Не хочется идти. Недов и директор, должно быть, постарались испортить здесь ее репутацию. Позвонить сначала Корневу, посоветоваться? Он ведь в ревизионной комиссии райкома… А если завтра появится приказ об исключении Кочеткова?
Соколова взошла по гранитным ступеням.
* * *На повестке закрытого комсомольского собрания стояло: «О политико-воспитательной работе» и «Разное». Но все знали, что главный разговор пойдет о Кочеткове.

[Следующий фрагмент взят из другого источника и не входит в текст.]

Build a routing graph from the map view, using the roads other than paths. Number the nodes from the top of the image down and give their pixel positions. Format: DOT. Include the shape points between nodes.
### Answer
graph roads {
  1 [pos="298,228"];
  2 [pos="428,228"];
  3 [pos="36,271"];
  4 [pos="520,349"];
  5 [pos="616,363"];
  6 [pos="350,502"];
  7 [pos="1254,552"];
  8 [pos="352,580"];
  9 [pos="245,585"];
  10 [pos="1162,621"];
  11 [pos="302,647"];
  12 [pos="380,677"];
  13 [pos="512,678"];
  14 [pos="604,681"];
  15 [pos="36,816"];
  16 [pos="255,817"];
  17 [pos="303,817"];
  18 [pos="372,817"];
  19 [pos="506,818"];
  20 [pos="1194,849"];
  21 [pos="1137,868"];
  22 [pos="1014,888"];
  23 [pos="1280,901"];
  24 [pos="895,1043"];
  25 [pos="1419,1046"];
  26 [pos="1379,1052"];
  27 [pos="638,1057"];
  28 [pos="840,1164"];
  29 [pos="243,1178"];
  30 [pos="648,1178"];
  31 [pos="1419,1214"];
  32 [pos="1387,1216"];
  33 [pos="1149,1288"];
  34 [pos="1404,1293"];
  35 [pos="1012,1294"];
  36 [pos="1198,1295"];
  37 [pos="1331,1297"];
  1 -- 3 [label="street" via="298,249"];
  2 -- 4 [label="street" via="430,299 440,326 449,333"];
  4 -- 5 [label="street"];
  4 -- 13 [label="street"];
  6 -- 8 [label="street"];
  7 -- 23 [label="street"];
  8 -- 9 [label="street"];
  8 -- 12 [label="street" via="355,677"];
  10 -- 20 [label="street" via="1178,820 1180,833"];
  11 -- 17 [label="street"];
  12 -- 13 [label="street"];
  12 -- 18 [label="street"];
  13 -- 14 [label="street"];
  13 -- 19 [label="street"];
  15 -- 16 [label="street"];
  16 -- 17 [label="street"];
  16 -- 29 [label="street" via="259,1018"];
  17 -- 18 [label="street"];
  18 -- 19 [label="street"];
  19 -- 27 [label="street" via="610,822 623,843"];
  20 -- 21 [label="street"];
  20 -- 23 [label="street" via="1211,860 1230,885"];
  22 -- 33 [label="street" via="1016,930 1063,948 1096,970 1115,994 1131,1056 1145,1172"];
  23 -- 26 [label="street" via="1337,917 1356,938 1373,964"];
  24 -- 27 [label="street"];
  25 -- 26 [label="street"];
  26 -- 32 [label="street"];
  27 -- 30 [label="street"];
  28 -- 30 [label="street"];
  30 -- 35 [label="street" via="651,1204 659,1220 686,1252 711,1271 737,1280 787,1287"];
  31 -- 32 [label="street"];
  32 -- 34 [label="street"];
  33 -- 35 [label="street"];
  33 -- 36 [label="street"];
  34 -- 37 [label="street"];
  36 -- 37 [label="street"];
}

В дни, отделявшие бюро райкома комсомола от институтского собрания, в общежитии, в коридорах, на лестницах, в столовке судили-рядили, орали, чуть не дрались, спорили о Кочеткове, о четвертом актерском курсе в целом, о Соколовой, гадали, как поступит дирекция.

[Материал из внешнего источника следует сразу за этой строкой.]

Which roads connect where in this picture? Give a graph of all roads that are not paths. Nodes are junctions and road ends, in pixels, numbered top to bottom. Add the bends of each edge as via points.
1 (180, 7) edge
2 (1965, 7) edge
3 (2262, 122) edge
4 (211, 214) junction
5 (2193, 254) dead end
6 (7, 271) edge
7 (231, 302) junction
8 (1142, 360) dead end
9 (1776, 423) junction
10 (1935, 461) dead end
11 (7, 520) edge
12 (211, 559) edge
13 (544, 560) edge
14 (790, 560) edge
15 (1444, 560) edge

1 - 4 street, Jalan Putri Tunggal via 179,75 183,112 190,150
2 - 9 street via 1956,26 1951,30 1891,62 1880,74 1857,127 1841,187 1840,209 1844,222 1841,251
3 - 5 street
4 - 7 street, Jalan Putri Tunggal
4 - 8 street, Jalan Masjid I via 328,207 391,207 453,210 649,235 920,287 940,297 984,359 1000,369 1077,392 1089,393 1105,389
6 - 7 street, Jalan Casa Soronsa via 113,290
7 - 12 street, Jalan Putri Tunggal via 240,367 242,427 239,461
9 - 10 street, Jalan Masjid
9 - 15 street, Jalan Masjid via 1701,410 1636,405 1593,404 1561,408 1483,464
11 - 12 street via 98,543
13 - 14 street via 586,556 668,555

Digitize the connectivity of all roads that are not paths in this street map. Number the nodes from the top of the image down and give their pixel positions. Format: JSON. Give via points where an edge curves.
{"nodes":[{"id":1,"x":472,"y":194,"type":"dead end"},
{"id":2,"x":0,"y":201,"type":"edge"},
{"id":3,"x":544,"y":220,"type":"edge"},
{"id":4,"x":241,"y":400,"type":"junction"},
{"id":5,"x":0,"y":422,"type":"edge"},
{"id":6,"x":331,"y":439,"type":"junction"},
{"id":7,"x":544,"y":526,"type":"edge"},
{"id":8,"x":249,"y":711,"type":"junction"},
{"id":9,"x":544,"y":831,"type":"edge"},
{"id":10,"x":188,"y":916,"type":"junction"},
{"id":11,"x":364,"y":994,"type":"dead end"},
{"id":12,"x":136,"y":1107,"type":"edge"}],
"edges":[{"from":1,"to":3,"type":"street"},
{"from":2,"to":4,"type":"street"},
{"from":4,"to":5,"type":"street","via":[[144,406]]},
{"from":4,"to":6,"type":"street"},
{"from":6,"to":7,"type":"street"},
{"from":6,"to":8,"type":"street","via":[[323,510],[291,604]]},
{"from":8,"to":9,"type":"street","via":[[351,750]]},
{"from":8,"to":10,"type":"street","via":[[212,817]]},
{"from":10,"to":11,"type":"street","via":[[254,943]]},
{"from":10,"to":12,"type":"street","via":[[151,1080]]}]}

Алена жадно ловила разговоры — кого больше: друзей или врагов? Друзей больше, но беда, что враги куда крикливее, активнее, наглее. Как все повернется? К чему придет? Пока что Джечкину статью в стенгазете, умную, глубокую статью о Пикассо, которую хвалил и сам Таран, статью, необходимую сейчас, когда все «перепикассились», как говорит Рудный, вдруг заклеили никому не нужной, торопливой рецензией на прошлогодний спектакль.

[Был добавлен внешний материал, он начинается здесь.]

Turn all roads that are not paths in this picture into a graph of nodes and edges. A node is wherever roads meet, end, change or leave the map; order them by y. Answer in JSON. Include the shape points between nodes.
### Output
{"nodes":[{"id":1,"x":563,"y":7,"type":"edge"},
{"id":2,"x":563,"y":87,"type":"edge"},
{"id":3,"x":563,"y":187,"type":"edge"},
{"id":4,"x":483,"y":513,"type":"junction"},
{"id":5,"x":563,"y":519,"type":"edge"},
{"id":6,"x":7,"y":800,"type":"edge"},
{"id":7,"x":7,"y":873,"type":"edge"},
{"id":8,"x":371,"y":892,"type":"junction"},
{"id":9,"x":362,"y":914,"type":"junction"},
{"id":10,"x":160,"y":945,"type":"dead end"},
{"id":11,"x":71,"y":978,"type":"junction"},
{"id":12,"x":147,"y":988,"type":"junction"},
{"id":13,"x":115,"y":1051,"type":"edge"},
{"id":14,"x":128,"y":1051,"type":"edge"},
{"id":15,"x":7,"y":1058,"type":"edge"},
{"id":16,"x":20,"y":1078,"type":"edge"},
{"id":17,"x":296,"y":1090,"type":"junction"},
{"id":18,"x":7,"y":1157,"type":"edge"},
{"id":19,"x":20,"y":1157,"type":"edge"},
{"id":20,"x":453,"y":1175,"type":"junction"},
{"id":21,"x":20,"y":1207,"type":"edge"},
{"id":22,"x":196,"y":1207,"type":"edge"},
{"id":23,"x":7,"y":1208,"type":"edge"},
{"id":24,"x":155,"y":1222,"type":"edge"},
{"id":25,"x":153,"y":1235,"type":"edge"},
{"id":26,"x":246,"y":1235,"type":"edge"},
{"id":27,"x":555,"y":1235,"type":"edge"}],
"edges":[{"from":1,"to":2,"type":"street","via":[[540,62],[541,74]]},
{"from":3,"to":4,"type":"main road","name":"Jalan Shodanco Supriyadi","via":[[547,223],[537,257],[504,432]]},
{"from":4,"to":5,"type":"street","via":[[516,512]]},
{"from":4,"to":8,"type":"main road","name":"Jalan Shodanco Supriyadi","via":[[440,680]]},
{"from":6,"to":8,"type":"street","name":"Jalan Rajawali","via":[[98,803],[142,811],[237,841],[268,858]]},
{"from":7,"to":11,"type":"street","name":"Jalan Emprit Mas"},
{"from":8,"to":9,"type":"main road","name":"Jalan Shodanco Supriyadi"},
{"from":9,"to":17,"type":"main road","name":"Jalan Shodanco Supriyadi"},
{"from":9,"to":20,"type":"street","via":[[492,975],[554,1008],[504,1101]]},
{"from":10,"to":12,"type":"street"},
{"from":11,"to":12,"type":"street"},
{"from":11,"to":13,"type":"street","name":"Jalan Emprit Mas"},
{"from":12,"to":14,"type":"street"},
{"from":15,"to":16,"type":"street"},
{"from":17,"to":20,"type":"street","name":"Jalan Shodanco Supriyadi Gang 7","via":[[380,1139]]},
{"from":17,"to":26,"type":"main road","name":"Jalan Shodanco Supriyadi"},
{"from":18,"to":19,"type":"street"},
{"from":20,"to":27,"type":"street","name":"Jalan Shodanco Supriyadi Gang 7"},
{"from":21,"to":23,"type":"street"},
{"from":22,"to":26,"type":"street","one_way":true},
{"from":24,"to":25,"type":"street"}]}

Приказ дирекции об исключении Кочеткова мог появиться в любой день. Курс жил тревожно. Однако на лекциях была особенная тишина, на уроках — особенная подтянутость.
Джек, похудевший, зеленый, храбрился, среди чужих держался даже вызывающе. Майка в институте не показывалась. Говорили — заболела.
* * *Долго дребезжал звонок. Долго не успокаивался зал. Рассаживались, гремели стульями, переговаривались, переходили с места на место, спорили о недоспоренном.
У стола президиума Гена Рябинин с бледно-голубым лицом стоял перед плотным, высоким, хорошо одетым парнем, то смотрел на него остановившимися глазами, то покорно записывал что-то в блокнот. А парень подкреплял слова ритмичными взмахами кулака.
Алена только хотела спросить Сашу, а он сам ответил:
— Полюбуйся: Каталов Геннадия обрабатывает.
— Баранья морда.
— Я бы не сказал…
Звонок назойливо сверлил уши, говорить приходилось громко, шум нарастал. Алена оглядывалась вокруг, искала Майку — неужели не придет? Пусть больна, пусть сорок температура — обязана прийти. Ведь судьба Джека решается, а виновата в общем она.
— Не явится, не жди, — ответила Агния на мысли Алены.
Алена заметила, что недовский курс скопом уселся в середине зала. А они, соколовцы, решили, что не надо всем вместе, будто изолировать себя от института. Олег и Женя сидят с Валентиной Красавиной в окружении ее друзей — это хорошо: их удержат от всякой дури. Сычев и Якушев, конечно, вместе. Эта пара может предать запросто: Володька — подлец, Николай туп, как тыква. Глаша и Сергей сели перед ними на всякий случай. У той стены Зишка с Валерием и Миша с Мариной. А кто же остался с малышкой?.. Вокруг Анны Григорьевны — вагинские режиссеры, рядом с ней Арпад — это дружественный курс.
Рудный вошел — ох! — с Недовым и Стеллой Бух. Интересно, о чем разговаривают? Рудный улыбается. Стелла вся красная, Недов тоже улыбчатый — до чего же мерзкая личность!
Звонок оборвался, и все от неожиданности затихли.
— Товарищи, внимание! Прошу прекратить хождение и занять места. — Один за длинным столом Генка выглядит особенно щуплым, жалким, а голос глухой, дрожит.